- MATERIALS PROVIDED
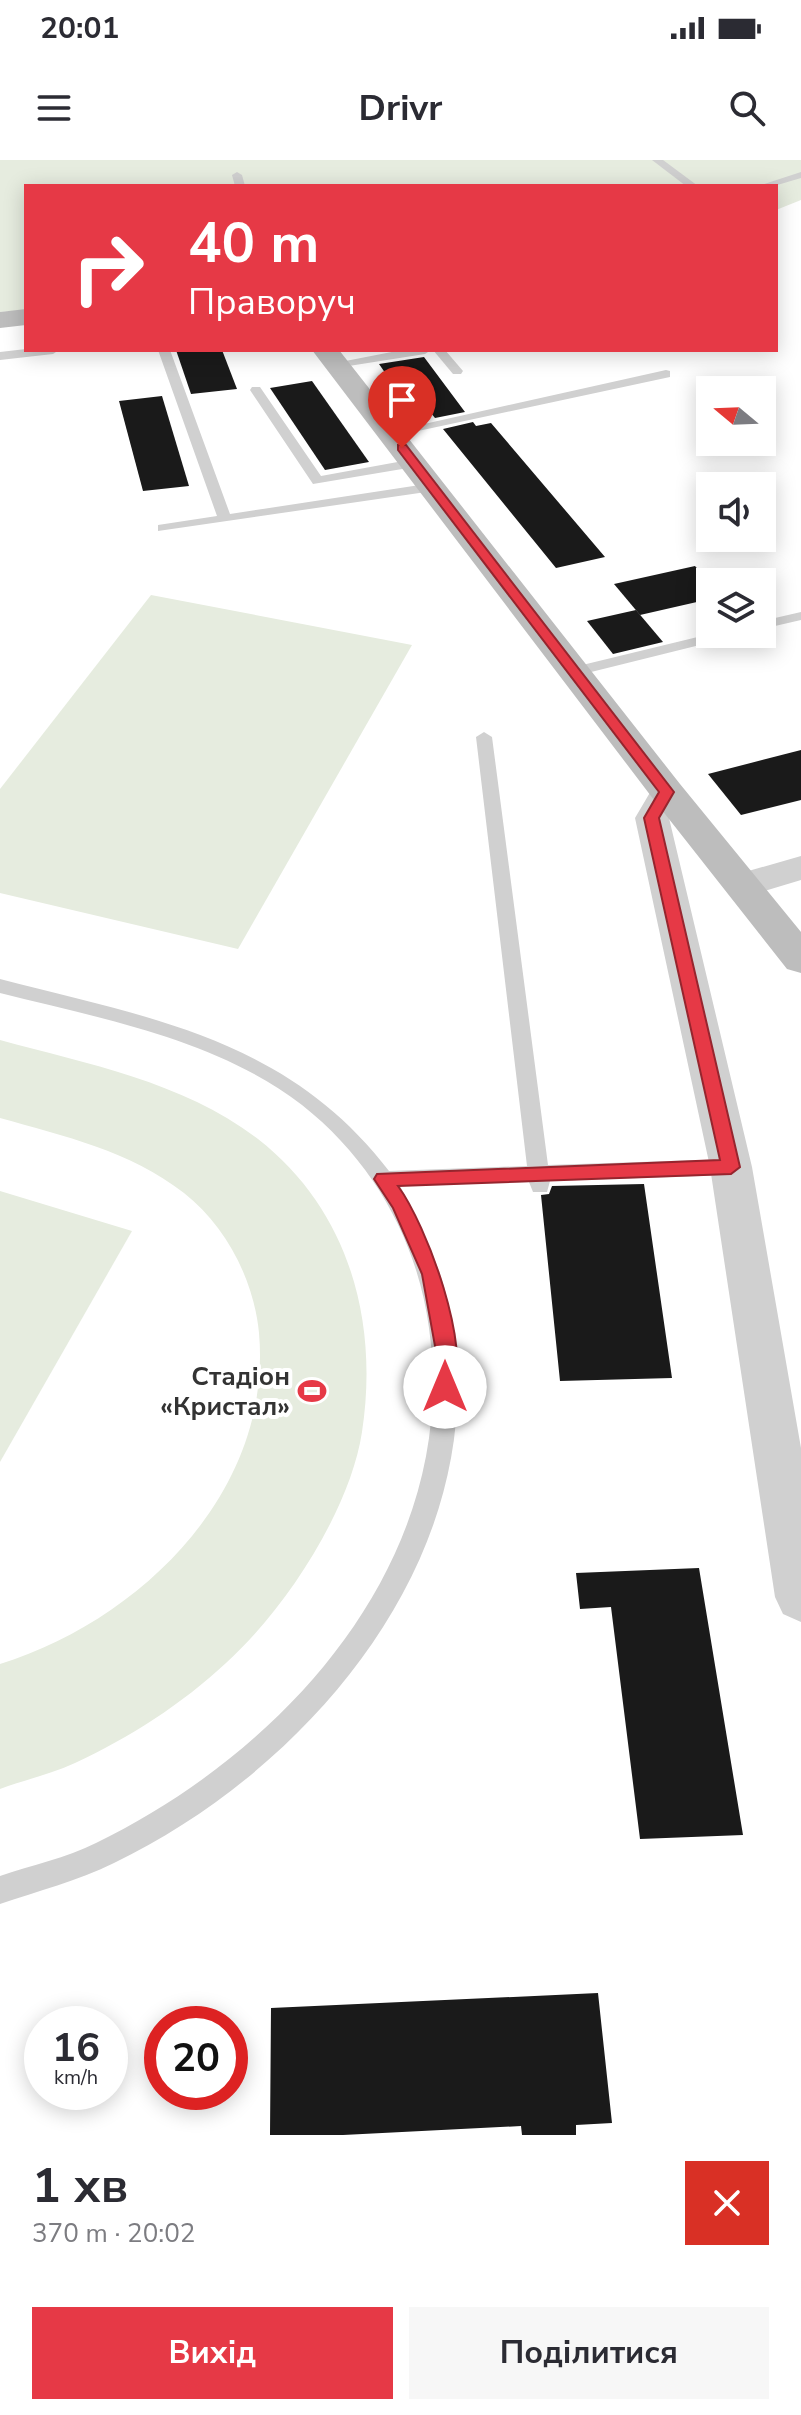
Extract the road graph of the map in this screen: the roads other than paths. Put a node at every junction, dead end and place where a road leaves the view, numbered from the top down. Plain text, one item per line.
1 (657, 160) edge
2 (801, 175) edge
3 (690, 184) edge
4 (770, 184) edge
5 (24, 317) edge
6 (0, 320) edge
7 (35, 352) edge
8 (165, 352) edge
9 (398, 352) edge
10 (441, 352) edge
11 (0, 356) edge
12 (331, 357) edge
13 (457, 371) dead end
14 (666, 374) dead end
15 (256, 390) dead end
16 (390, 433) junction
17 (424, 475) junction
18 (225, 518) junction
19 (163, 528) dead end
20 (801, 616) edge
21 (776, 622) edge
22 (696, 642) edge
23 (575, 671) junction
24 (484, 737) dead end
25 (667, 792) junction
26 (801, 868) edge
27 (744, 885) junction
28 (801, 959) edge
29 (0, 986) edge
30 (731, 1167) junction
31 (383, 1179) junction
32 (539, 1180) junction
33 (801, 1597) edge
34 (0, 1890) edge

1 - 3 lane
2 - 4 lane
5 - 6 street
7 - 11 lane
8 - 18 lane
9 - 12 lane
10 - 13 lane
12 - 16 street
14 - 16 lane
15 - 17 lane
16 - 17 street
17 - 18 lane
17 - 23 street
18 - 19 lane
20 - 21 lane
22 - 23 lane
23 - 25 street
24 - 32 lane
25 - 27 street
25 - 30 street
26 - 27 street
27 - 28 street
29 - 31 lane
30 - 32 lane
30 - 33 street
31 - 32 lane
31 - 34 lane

- WORK ITEM
Images in the records must not be repeated; everything else should be returned exactly.

- COMPLETED TASK
Extract the road graph of the map in this screen: the roads other than paths. Put a node at every junction, dead end and place where a road leaves the view, numbered from the top down. Plain text, one item per line.
1 (657, 160) edge
2 (801, 175) edge
3 (690, 184) edge
4 (770, 184) edge
5 (24, 317) edge
6 (0, 320) edge
7 (35, 352) edge
8 (165, 352) edge
9 (398, 352) edge
10 (441, 352) edge
11 (0, 356) edge
12 (331, 357) edge
13 (457, 371) dead end
14 (666, 374) dead end
15 (256, 390) dead end
16 (390, 433) junction
17 (424, 475) junction
18 (225, 518) junction
19 (163, 528) dead end
20 (801, 616) edge
21 (776, 622) edge
22 (696, 642) edge
23 (575, 671) junction
24 (484, 737) dead end
25 (667, 792) junction
26 (801, 868) edge
27 (744, 885) junction
28 (801, 959) edge
29 (0, 986) edge
30 (731, 1167) junction
31 (383, 1179) junction
32 (539, 1180) junction
33 (801, 1597) edge
34 (0, 1890) edge

1 - 3 lane
2 - 4 lane
5 - 6 street
7 - 11 lane
8 - 18 lane
9 - 12 lane
10 - 13 lane
12 - 16 street
14 - 16 lane
15 - 17 lane
16 - 17 street
17 - 18 lane
17 - 23 street
18 - 19 lane
20 - 21 lane
22 - 23 lane
23 - 25 street
24 - 32 lane
25 - 27 street
25 - 30 street
26 - 27 street
27 - 28 street
29 - 31 lane
30 - 32 lane
30 - 33 street
31 - 32 lane
31 - 34 lane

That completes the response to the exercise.